Returning to Monkton Combe – on dropping out

I had envisaged another life, if only for a month, more closely aligned with what I desired than I had in the years I had lived in Sydney since leaving high school.

Photo: Adrian Pingstone

How do you begin to tell the ones you love that you have decided to change the direction of your life? I tried to write an essay for Honi Soit and decided to drop out, or rather, to drop out of one of two degrees and completely refocus the other. Right now, I’m enrolled in Arts / Law, I will be recommencing my studies in semester two studying Arts alone, in pursuit of becoming an English teacher.

The faster an object moves, the greater the force required to divert it. We grapple with this law each time we tell ourselves: “I can’t stop doing x, I’ve already gotten so far.” We can only  change course if we can break free of this momentum lock and the process by which mine was broken took a month, I did not notice it was happening. Everyone who has made a radical change of plans has a story to go with it and while theirs may be much more interesting than mine, the experience was nonetheless strikingly profound.

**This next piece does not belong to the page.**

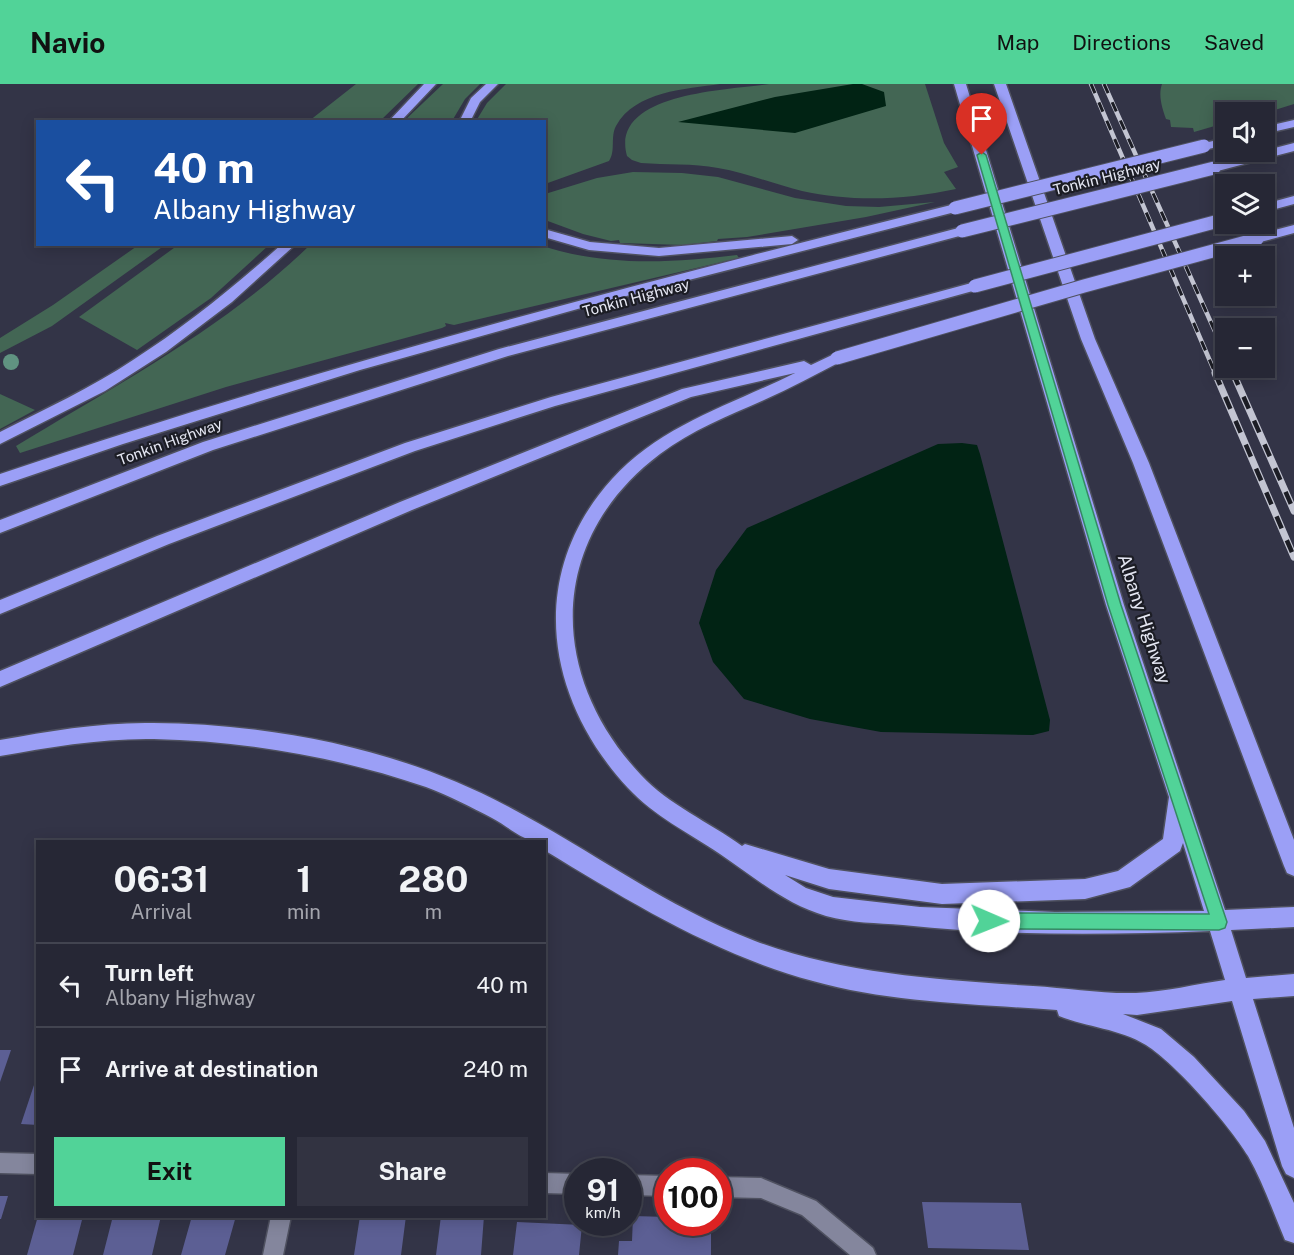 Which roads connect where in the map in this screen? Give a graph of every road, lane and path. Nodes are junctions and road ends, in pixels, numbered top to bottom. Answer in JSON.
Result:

This is how I broke the lock: I spent this February traveling. I was exhausted and needed to extricate myself before returning to university and work. I hoped to spend my long hours in transit writing an essay for Honi. What you’re reading now is more or less that essay, though far morphed from what I had intended. The thesis was about memory – the way that I believed revisiting the geographic settings of childhood memories can form a gateway to experiencing childlike thought. I wanted to argue that these gateways were paths to the subconscious because the unicameral mind of a toddler has thoughts without the cluttering of verbalised, rationalised thoughts that we encounter once older.

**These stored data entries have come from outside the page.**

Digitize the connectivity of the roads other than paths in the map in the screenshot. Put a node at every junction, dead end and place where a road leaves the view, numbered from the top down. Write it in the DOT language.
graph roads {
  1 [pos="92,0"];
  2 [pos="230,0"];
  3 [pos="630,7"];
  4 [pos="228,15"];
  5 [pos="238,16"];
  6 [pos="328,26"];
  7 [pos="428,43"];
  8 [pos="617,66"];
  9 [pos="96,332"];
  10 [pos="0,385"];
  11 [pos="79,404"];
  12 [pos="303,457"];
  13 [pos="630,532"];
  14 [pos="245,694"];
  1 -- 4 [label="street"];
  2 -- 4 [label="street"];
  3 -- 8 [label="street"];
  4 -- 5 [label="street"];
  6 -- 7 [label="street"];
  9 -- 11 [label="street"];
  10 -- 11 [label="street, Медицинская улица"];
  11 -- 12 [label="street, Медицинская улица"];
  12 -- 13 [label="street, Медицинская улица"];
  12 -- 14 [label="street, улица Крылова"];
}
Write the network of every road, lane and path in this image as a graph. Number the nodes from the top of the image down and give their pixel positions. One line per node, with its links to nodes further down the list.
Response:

The evidence I was using was my relationship with the English city of Bath. I lived there as a toddler for near three years from 2000 and made return trips in 2005, 2006, 2008 and 2017. My parents are English teachers. When we lived in Bath, they were on a teaching exchange at a school called Monkton Combe, in a village of the same name, on the city’s edge. I wasn’t visiting Bath on this February trip but it was weighing heavily on my mind. It was the perfect case study for my thesis; the city has a mythology in my mind, composed of colourful pigs, a flying fox, and a red and blue sword of plastic. The further back I dive into my memories of the city, spread across four return journeys, the more mesmeric and the less articulate these memories become. The nostalgic glimmer we give our oldest, fading memories has been rendered incredibly bright for Bath, as these memories are made more distinct by the thousands of miles I must traverse to unlock them.

As my February holiday progressed, I ran into trouble with figuring out the conclusion. I was spending weeks thinking about, and reliving memories from, my childhood, but I believed that because I wasn’t actually visiting Bath, I wouldn’t be able to prove my thesis correct. I couldn’t quite make sense of the memories, rationalise them. I wanted so badly to be in the physical space of that city and to have the wonders I felt there as a kid come jumping back out of the recesses of my memory how they had with each return visit. What I was failing to remember was that with each return visit, like a teenager first learning how addictions form with caffeine, that the effect would be lesser with every coffee, or every visit. Bath continued to hold its magic only because I wasn’t visiting. It was the moment that I realised this that I broke my moment lock and realised that I did not want to be a lawyer.

In a stupor on the Dutch coast I became fascinated by the realisation that once upon a time I was a boy in a village. I repeated to myself and to others, “I was a boy in a village… I was a boy in a village.” This simple fact that I had known my entire life seemed startling new, not because I had visited that village once again but because, by removing myself from Sydney and the hallmarks of my day-to-day life, I had envisaged another life, if only for a month, more closely aligned with what I desired than I had in the years I had lived in Sydney since leaving high school. I had, by trying to rationalise my childhood memories in an essay, attempted to do to those memories exactly what would have happened if I had visited the city – sterilise them and strip them of their majesty.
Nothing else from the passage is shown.